如果只有他自己一个人,那么就算雨下得再大,天再黑,他也会策马狂奔直到找回小卓为止。
可是飞鹰、飞鸿、飞虎何辜?他又怎么能让他们陪著冒大雨受风寒的危险,继续在雨中赶路?
他内心强烈交战著,最后还是决定先将他们带到安全温暖的地方再说。
“好吧,现在雨太大了,听你们的,我们还是先到前面的客栈。”他拨开不断落在发上额上蜿蜒而下的冰冷雨水,眯著被雨水打得有些刺痛的双眼,大声喊道。

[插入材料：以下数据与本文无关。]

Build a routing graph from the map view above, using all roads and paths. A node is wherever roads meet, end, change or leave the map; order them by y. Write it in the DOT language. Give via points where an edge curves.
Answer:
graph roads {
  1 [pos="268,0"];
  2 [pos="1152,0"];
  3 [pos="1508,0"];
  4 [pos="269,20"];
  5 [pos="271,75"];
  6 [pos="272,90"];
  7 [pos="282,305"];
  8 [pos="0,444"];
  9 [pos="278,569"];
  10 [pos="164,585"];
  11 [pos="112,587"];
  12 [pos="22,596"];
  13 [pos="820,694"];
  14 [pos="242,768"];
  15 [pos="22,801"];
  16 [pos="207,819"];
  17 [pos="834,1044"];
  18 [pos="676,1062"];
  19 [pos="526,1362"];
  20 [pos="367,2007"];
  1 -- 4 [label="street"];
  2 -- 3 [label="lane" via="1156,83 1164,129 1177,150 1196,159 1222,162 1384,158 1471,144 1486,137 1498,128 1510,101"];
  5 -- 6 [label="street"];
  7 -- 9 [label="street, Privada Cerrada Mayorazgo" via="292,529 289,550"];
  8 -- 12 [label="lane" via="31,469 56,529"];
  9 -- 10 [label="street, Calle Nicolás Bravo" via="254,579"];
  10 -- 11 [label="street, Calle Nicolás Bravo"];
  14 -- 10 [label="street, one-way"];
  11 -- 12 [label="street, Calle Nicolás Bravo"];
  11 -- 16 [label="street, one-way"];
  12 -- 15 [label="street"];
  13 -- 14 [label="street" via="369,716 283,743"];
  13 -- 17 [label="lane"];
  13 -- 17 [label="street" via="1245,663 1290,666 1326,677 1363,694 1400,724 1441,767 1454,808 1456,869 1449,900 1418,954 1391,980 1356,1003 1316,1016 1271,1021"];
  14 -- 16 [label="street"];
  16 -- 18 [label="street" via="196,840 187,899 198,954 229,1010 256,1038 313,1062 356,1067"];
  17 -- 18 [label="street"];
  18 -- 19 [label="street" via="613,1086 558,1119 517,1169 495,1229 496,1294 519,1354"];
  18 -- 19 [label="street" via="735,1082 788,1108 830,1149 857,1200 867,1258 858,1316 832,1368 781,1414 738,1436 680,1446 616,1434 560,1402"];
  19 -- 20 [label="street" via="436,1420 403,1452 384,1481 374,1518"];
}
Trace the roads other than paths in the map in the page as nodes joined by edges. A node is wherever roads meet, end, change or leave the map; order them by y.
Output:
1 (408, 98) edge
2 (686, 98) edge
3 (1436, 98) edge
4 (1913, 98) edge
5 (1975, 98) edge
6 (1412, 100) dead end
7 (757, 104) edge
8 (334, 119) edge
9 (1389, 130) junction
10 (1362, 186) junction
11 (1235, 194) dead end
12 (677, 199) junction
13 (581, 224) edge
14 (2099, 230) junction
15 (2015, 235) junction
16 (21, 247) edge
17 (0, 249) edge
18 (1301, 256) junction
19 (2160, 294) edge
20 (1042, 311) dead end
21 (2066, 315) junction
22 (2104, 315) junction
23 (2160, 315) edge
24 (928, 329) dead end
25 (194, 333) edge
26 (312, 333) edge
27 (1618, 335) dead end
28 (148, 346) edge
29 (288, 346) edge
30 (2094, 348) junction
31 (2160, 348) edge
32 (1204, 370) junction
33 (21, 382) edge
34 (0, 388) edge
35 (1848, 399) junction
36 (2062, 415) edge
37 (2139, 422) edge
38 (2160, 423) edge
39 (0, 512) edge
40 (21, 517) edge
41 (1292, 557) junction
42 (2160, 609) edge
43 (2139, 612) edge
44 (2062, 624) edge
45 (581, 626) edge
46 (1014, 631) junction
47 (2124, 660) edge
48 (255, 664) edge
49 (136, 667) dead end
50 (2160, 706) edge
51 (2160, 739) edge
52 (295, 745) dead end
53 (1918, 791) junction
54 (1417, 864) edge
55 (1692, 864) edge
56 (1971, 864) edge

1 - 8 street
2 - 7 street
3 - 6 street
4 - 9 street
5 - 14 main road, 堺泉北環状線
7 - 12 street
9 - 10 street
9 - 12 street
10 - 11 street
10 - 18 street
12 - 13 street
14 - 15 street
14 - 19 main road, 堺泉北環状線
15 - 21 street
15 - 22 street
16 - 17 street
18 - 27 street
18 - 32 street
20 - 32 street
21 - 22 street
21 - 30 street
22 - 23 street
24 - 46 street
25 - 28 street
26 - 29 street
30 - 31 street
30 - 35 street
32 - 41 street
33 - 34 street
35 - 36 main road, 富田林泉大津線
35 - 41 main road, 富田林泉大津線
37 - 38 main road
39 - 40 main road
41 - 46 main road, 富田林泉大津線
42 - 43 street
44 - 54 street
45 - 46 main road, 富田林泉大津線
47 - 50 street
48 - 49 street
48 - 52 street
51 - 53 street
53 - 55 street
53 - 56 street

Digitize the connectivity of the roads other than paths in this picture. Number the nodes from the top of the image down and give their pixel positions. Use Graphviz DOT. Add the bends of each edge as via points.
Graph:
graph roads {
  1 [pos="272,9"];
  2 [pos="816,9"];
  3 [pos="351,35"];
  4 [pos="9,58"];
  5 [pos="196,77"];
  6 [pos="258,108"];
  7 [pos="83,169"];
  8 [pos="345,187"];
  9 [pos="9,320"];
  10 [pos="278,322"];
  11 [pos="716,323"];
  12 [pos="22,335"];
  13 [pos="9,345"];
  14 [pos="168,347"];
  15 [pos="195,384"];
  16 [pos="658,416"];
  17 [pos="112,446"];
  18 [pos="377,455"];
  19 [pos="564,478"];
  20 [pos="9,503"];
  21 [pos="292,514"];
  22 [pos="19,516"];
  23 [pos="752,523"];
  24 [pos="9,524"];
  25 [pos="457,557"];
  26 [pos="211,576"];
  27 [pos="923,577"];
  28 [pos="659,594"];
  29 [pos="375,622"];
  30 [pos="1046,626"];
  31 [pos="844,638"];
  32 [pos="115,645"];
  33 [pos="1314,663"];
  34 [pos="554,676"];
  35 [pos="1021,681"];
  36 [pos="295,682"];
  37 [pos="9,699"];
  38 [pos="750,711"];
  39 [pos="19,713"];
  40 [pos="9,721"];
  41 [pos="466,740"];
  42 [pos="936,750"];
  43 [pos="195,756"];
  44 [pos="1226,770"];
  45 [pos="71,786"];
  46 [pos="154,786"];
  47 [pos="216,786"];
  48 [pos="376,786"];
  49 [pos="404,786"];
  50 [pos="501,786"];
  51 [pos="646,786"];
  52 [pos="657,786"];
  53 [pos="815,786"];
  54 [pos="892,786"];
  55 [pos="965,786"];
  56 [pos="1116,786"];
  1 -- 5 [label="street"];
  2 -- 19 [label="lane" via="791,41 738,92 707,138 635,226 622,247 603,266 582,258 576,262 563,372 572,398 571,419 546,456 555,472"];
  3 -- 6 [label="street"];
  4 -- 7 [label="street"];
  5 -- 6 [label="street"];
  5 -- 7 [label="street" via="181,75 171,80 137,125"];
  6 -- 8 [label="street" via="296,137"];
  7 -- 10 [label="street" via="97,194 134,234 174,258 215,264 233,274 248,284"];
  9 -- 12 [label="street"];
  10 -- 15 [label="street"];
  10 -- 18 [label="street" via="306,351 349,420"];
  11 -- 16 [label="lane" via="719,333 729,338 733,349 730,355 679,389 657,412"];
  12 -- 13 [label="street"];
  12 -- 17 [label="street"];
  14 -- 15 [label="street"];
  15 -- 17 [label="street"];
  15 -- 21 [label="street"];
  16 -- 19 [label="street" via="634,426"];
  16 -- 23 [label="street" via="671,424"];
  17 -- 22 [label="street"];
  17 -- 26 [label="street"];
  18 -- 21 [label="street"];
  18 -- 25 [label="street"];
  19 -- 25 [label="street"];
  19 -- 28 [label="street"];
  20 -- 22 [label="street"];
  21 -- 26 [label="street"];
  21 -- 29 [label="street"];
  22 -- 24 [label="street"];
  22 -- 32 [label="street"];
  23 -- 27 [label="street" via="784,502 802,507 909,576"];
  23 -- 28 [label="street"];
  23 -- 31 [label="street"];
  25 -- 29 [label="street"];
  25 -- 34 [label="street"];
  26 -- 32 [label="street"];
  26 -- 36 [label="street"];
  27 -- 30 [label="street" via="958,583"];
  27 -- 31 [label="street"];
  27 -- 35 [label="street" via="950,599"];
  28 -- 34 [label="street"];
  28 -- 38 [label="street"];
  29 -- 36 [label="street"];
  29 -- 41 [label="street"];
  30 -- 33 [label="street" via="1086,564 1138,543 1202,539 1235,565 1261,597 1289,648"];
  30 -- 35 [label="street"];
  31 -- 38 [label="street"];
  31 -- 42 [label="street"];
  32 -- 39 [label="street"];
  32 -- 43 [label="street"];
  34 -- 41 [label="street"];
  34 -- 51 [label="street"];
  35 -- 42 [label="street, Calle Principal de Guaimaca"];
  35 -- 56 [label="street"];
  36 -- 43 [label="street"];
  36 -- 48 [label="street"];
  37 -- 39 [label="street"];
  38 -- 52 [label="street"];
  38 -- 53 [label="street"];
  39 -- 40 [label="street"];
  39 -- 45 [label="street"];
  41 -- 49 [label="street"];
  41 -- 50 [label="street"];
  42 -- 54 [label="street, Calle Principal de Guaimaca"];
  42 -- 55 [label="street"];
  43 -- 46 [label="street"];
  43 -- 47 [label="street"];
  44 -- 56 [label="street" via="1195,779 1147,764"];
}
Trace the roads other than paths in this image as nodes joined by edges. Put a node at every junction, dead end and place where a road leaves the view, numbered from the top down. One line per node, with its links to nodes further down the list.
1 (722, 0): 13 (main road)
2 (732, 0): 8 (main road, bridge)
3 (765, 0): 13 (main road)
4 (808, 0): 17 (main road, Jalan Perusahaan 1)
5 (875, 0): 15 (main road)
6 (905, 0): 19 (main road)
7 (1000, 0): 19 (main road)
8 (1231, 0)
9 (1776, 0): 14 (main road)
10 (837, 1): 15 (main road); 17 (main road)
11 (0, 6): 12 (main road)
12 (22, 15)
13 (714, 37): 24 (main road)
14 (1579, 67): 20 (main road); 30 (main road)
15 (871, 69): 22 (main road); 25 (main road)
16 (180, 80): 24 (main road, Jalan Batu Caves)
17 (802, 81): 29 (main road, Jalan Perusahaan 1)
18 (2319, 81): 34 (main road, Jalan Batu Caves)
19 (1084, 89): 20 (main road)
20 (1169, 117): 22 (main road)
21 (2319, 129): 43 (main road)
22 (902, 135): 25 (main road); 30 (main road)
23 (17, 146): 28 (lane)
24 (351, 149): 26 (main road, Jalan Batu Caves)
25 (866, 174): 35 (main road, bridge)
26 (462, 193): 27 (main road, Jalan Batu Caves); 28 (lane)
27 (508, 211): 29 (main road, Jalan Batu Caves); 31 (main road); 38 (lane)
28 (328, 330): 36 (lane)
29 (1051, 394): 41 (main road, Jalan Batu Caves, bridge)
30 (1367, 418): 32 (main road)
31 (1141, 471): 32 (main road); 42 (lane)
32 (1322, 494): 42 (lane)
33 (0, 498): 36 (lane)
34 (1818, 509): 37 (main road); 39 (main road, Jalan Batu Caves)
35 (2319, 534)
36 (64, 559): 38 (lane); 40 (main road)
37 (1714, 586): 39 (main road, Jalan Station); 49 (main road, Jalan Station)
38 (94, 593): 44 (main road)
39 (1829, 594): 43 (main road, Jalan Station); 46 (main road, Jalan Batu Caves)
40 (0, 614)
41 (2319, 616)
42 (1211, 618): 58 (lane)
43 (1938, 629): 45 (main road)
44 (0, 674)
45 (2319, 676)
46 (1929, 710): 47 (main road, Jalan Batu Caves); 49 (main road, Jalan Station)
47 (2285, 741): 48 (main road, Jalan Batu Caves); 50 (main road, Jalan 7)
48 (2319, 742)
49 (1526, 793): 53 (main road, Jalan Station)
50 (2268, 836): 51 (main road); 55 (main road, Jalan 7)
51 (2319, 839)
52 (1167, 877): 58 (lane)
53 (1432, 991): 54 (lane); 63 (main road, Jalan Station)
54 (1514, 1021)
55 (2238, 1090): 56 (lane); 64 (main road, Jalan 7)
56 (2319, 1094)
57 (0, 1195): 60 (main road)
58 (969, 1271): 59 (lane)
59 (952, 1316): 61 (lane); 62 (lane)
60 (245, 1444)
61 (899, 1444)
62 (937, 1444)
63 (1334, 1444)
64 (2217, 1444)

另外三人顿时松了口气。幸亏太子软化了,否则有什么闪失可怎么办?
在这同时——
“不行啊,雨实在太大了。”
小卓喃喃自语,感觉到马车车顶仿佛快被倾盆大雨给打塌了。
就算阿豹他们有穿蓑衣,这样大的雨也受不住吧?
伙计便是东家的本钱,再说他们也跟著路家多年了,就像是一家人,她又怎么忍心自己待在温暖的马车里,却要他们继续冒雨赶路呢?
“阿虎!”她趋前掀开车帘子,对著外头大喊:“找个地方落脚躲雨吧,看看有什么客栈还是民居……”
“小姐,我们刚刚经过了一间客栈!”阿虎打著哆嗦,“再往前头赶赶路,或许可以再找到第二家。”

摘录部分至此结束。